Let’s take a moment to remember that it was eleven years ago today that Kev made the first ever post to the Beans.
Much has happened since then. Because of his very busy lifestyle it was also, sadly, Kev’s last post to the site, but in the decade that’s passed since then I have posted quite a lot and Ian has reliably turned out his own personal brand of things without a break, so between us we’ve more or less kept the flag flying.
17 comments on “Eleven today”
I wish I hadn’t commented on it twice. I did come out with a lot of shit back in the day, didn’t I?
We all did. In the early days of the Beans I seem to remember you turned out a lot of static website pages full of stuff as well as blog posts. I think this might be your most worthless contribution from those great days.
I do spout a fair amount of nonsense but on the ratio of fair to none there is significantly less than 2006 Ian. He needs to take a long look in the mirror.
I’m not sure that would help. I imagine he’d like that. He’d probably write a blog post about it.
It would be a static page, with a picture of a mirror, and underneath six hundred lines of text all saying, “mirrormirroryoureawinner!” over and over again.
What a knob.
I know. I’m glad we dissolved him in a sort of viscous liquid and replaced him with you. You’re very sensible.
Thank Jerry Loinsford and the Loinsford Academy we don’t have to deal with that guy anymore. I’m going to sit down with a cup of hot sensible and read a newspaper.
Excellent. There’s a good chap. Stout fellow.
I enjoyed that. In old books people sometimes call other people “stout fellow” when they approve of them. I intend to do more of this.
I’m very happy if you intend to bring it back. You should bring it back with bells on, and possibly brass knobs. In old books people sometimes referred to things as having “brass knobs” on. I do not think that this was concerning male genitalia.

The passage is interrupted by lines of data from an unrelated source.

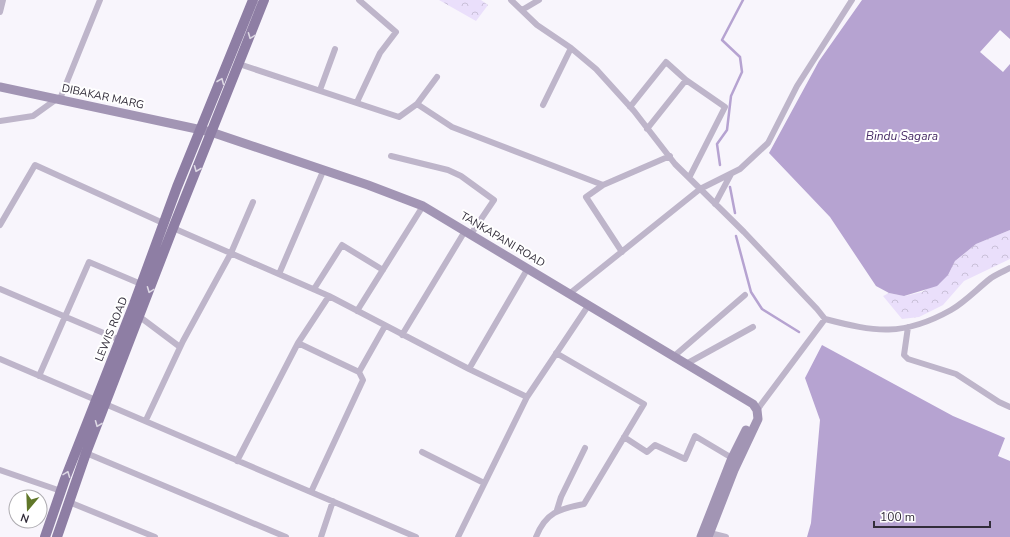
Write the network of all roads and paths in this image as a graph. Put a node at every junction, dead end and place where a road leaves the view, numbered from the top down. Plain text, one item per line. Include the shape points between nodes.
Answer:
1 (3, 0) edge
2 (100, 0) edge
3 (254, 0) edge
4 (264, 0) edge
5 (359, 0) edge
6 (511, 0) edge
7 (539, 0) edge
8 (852, 0) edge
9 (522, 10) junction
10 (0, 12) edge
11 (571, 48) junction
12 (335, 49) dead end
13 (240, 64) junction
14 (437, 78) dead end
15 (686, 80) junction
16 (0, 86) edge
17 (320, 90) junction
18 (59, 99) junction
19 (357, 102) junction
20 (417, 104) junction
21 (544, 105) dead end
22 (630, 107) junction
23 (0, 121) edge
24 (647, 129) junction
25 (201, 130) junction
26 (211, 132) junction
27 (391, 156) dead end
28 (670, 156) junction
29 (324, 170) junction
30 (730, 174) junction
31 (689, 178) junction
32 (603, 185) junction
33 (700, 189) junction
34 (253, 202) dead end
35 (715, 204) junction
36 (423, 206) junction
37 (163, 223) junction
38 (0, 225) edge
39 (173, 228) junction
40 (468, 232) junction
41 (622, 252) junction
42 (231, 253) junction
43 (528, 268) junction
44 (1010, 268) edge
45 (383, 270) junction
46 (279, 274) junction
47 (141, 284) junction
48 (0, 289) edge
49 (314, 289) junction
50 (569, 294) junction
51 (745, 295) dead end
52 (329, 296) junction
53 (588, 306) junction
54 (357, 311) junction
55 (65, 317) junction
56 (140, 317) junction
57 (824, 319) junction
58 (385, 326) junction
59 (753, 327) dead end
60 (908, 327) junction
61 (402, 335) junction
62 (120, 340) junction
63 (298, 343) junction
64 (180, 347) junction
65 (556, 353) junction
66 (673, 357) junction
67 (0, 359) edge
68 (686, 364) junction
69 (469, 369) junction
70 (358, 372) junction
71 (39, 376) junction
72 (527, 397) junction
73 (101, 402) junction
74 (1010, 407) edge
75 (757, 411) junction
76 (146, 420) junction
77 (624, 437) junction
78 (585, 448) dead end
79 (422, 452) dead end
80 (86, 453) junction
81 (732, 458) junction
82 (237, 460) junction
83 (0, 470) edge
84 (484, 483) junction
85 (61, 491) junction
86 (311, 492) junction
87 (333, 501) junction
88 (69, 502) junction
89 (557, 510) junction
90 (413, 536) edge
91 (706, 536) edge
92 (45, 537) edge
93 (56, 537) edge
94 (155, 537) edge
95 (286, 537) edge
96 (321, 537) edge
97 (458, 537) edge
98 (536, 537) edge
99 (726, 537) edge

1 - 10 street
2 - 18 street
25 -> 3 main road, LEWIS ROAD
4 -> 13 main road
5 - 19 street via 396,32 380,53
6 - 9 street
7 - 9 street
8 - 30 street via 797,86 768,143
9 - 11 street via 537,25
11 - 21 street
11 - 22 street via 596,69
12 - 17 street
13 - 17 street
13 - 26 main road, LEWIS ROAD
14 - 20 street
15 - 22 street via 666,62
15 - 24 street
15 - 31 street via 724,107
16 - 18 main road, DIBAKAR MARG
17 - 19 street
18 - 23 street via 33,116
18 - 25 main road, DIBAKAR MARG
19 - 20 street via 399,117
20 - 32 street via 452,127
22 - 24 street
24 - 28 street
25 - 26 main road, DIBAKAR MARG
25 - 37 main road, LEWIS ROAD
26 - 29 main road, TANKAPANI ROAD
26 -> 39 main road, LEWIS ROAD
27 - 40 street via 448,170 461,176 494,200
28 - 31 street
28 - 32 street
29 - 36 main road, TANKAPANI ROAD
29 - 46 street
30 - 33 street
30 - 35 street
31 - 33 street
32 - 41 street via 586,197
33 - 35 street
33 - 41 street
34 - 42 street
35 - 57 street
36 - 40 main road, TANKAPANI ROAD
36 - 45 street
37 - 38 street via 35,165
37 - 47 main road, LEWIS ROAD
39 - 42 street
39 -> 56 main road, LEWIS ROAD
40 - 43 main road, TANKAPANI ROAD
40 - 61 street
41 - 50 street
42 - 46 street
42 - 64 street
43 - 50 main road, TANKAPANI ROAD
43 - 69 street
44 - 60 street via 992,277 951,310
45 - 49 street via 342,245
45 - 54 street
46 - 49 street
47 - 55 street via 89,262
47 - 62 main road, LEWIS ROAD
48 - 55 street
49 - 52 street
50 - 53 main road, TANKAPANI ROAD
51 - 66 street
52 - 54 street
52 - 63 street
53 - 65 street
53 - 66 main road, TANKAPANI ROAD
54 - 58 street
55 - 62 street
55 - 71 street
56 - 64 street
56 - 73 main road, LEWIS ROAD
57 - 60 street via 863,329 896,330
57 - 75 street
58 - 61 street
58 - 70 street
59 - 68 street
60 - 74 street via 904,355 908,359 956,374
61 - 69 street
62 - 73 main road, LEWIS ROAD
63 - 70 street
63 - 82 street
64 - 76 street
65 - 72 street
65 - 77 street via 644,404
66 - 68 main road, TANKAPANI ROAD
67 - 71 street
68 - 75 main road, TANKAPANI ROAD via 752,404
69 - 72 street
70 - 86 street via 363,380
71 - 73 street
72 - 84 street
73 - 76 street
73 -> 80 main road, LEWIS ROAD
85 -> 73 main road, LEWIS ROAD
75 - 81 main road
75 - 91 main road via 758,419
76 - 82 street
77 - 81 street via 647,452 655,445 685,459 695,436
77 - 89 street via 584,504
78 - 89 street
79 - 84 street
80 - 88 main road, LEWIS ROAD
80 - 95 street
81 - 91 main road
82 - 86 street
83 - 85 street
84 - 97 street
85 - 92 main road, LEWIS ROAD
86 - 87 street
87 - 90 street
87 - 96 street
88 - 93 main road, LEWIS ROAD
88 - 94 street
89 - 98 street via 540,526
91 - 99 street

I think you’re right. In general it was possible to enjoy innocent knob bants without the idea of male genitalia penetrating the conversation at all. Those were the days.
Them were the days. You can’t dangle those kinds of knob bants in front of people these days; they just don’t understand. It all goes a bit Wang Chung.
That would mean that everybody Wang Chung tonight, and nobody wants that.
It’s the worst time of the evening when someone tries to Wang Chung the night up. Usually around 7.59pm, or some daft time like that.
If I’m at a party, soirée or gathering, I usually turn the music off at 7.58 and ask everyone to be silent for about three minutes to make sure nobody Wang Chung tonight. It’s the only way,
Kevin didn’t comment on this and it was about him. There’s a turnout for the books.
Which books, I’m never entirely sure.
Maybe it’s actually a turn up for The Book. That would be almost ironic.
You think a turnout for the books would be a turn up for The Book? I think you’re right on the fashions.